> Data provided
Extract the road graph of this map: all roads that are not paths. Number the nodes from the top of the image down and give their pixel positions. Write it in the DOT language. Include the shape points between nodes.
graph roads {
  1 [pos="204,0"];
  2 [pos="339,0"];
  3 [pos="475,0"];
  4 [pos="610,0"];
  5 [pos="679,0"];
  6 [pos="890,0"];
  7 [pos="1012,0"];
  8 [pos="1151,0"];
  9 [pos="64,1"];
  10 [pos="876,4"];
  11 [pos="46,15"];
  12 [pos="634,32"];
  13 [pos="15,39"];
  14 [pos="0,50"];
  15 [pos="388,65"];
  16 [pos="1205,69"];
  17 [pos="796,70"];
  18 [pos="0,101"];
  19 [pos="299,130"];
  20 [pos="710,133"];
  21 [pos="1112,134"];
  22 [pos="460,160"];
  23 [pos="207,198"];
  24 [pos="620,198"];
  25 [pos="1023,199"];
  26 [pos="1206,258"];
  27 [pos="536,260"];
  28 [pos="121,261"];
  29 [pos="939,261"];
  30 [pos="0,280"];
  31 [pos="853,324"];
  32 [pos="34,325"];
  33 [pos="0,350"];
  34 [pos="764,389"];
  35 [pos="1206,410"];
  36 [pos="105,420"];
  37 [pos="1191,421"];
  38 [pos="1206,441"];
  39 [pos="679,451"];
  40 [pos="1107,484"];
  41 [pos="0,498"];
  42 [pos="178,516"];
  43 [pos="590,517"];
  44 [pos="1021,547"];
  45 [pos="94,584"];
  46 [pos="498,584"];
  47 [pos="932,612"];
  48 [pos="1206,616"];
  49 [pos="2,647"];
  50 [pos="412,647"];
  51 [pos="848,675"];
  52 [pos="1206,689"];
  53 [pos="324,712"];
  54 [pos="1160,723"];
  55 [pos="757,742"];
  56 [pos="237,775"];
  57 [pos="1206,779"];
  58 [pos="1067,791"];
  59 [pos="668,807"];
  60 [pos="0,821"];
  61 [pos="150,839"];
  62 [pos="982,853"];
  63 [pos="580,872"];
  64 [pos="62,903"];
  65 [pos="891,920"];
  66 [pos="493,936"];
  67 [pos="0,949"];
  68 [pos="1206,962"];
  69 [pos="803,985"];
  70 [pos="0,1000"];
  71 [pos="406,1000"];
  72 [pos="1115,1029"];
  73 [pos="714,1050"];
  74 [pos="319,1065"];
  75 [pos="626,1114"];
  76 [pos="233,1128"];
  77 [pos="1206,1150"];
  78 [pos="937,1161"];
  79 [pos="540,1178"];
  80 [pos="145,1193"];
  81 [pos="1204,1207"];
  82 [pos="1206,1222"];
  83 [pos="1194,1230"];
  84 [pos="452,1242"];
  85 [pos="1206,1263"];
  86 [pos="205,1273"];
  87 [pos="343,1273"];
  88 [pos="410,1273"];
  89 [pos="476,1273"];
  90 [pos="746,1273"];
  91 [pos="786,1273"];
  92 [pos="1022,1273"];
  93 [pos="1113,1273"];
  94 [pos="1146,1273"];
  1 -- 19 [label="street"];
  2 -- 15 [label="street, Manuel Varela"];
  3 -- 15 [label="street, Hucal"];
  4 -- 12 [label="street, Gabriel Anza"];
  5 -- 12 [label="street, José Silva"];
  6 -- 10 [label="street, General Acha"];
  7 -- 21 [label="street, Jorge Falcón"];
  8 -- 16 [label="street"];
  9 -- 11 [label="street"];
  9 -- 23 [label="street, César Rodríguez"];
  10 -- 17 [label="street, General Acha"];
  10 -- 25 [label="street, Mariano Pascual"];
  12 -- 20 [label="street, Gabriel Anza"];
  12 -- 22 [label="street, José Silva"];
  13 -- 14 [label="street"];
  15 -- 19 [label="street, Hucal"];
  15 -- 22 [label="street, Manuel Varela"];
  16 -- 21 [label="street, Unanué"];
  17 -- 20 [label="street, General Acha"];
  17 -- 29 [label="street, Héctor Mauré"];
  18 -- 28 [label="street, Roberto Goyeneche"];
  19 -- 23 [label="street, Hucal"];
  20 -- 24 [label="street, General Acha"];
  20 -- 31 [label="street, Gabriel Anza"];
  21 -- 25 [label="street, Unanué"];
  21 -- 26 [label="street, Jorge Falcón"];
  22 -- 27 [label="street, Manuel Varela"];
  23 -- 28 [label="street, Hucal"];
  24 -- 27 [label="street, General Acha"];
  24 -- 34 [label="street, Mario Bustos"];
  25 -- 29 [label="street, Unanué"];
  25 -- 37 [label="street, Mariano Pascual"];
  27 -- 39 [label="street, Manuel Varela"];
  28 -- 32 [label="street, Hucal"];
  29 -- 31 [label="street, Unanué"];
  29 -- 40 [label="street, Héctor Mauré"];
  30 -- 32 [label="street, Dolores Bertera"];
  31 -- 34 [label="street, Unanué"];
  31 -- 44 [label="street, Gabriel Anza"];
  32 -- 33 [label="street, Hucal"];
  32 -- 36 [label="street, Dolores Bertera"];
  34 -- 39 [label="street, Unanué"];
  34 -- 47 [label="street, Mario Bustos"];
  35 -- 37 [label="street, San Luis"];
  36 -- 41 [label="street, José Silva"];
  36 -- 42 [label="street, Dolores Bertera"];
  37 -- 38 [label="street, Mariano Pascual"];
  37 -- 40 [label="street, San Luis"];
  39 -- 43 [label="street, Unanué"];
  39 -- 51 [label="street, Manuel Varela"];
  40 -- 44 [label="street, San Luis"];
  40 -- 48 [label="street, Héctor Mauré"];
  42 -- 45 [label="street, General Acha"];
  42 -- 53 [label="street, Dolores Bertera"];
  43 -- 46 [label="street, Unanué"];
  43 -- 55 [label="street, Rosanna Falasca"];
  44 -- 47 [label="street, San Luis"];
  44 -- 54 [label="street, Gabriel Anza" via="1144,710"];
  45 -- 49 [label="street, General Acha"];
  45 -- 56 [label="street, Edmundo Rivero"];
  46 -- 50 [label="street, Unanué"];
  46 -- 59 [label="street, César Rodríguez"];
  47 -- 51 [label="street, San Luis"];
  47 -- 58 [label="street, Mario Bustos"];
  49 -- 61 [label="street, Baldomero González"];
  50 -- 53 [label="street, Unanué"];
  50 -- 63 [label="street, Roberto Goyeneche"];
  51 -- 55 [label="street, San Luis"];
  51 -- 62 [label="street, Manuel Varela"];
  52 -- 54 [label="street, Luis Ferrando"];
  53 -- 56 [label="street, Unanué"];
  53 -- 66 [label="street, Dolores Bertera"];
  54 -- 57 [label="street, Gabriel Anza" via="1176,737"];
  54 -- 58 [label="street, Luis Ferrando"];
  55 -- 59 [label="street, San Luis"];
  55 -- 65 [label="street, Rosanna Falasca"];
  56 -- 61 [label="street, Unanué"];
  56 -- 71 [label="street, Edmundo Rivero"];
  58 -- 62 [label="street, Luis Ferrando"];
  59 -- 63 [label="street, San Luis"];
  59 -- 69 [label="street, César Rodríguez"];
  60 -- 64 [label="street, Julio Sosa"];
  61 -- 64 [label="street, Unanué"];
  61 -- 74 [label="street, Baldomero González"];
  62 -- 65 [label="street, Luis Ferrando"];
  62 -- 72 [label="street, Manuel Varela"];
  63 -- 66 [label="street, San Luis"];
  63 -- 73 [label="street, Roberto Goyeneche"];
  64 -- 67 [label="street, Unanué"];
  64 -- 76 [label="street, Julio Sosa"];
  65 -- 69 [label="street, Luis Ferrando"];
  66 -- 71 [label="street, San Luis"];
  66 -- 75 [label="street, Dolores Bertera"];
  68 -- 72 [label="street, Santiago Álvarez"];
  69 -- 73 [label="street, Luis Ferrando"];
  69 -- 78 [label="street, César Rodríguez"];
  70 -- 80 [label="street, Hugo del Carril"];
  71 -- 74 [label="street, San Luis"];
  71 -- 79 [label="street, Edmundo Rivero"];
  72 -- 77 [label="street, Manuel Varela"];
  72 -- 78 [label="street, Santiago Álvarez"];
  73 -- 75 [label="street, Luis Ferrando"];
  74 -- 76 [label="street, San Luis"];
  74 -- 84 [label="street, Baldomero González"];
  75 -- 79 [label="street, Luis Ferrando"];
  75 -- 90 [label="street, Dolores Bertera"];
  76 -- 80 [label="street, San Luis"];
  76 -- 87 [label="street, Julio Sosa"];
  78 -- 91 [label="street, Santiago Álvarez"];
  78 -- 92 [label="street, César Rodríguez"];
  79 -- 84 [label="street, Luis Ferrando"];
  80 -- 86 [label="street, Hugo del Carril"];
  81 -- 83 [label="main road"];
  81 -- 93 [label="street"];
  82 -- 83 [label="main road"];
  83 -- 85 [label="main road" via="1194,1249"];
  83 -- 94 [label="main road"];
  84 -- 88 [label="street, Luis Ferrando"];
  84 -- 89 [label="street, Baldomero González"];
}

> Task directions
Determine how many lines of the listing include the word "Dolores" and report nothing but the number.

> Output
7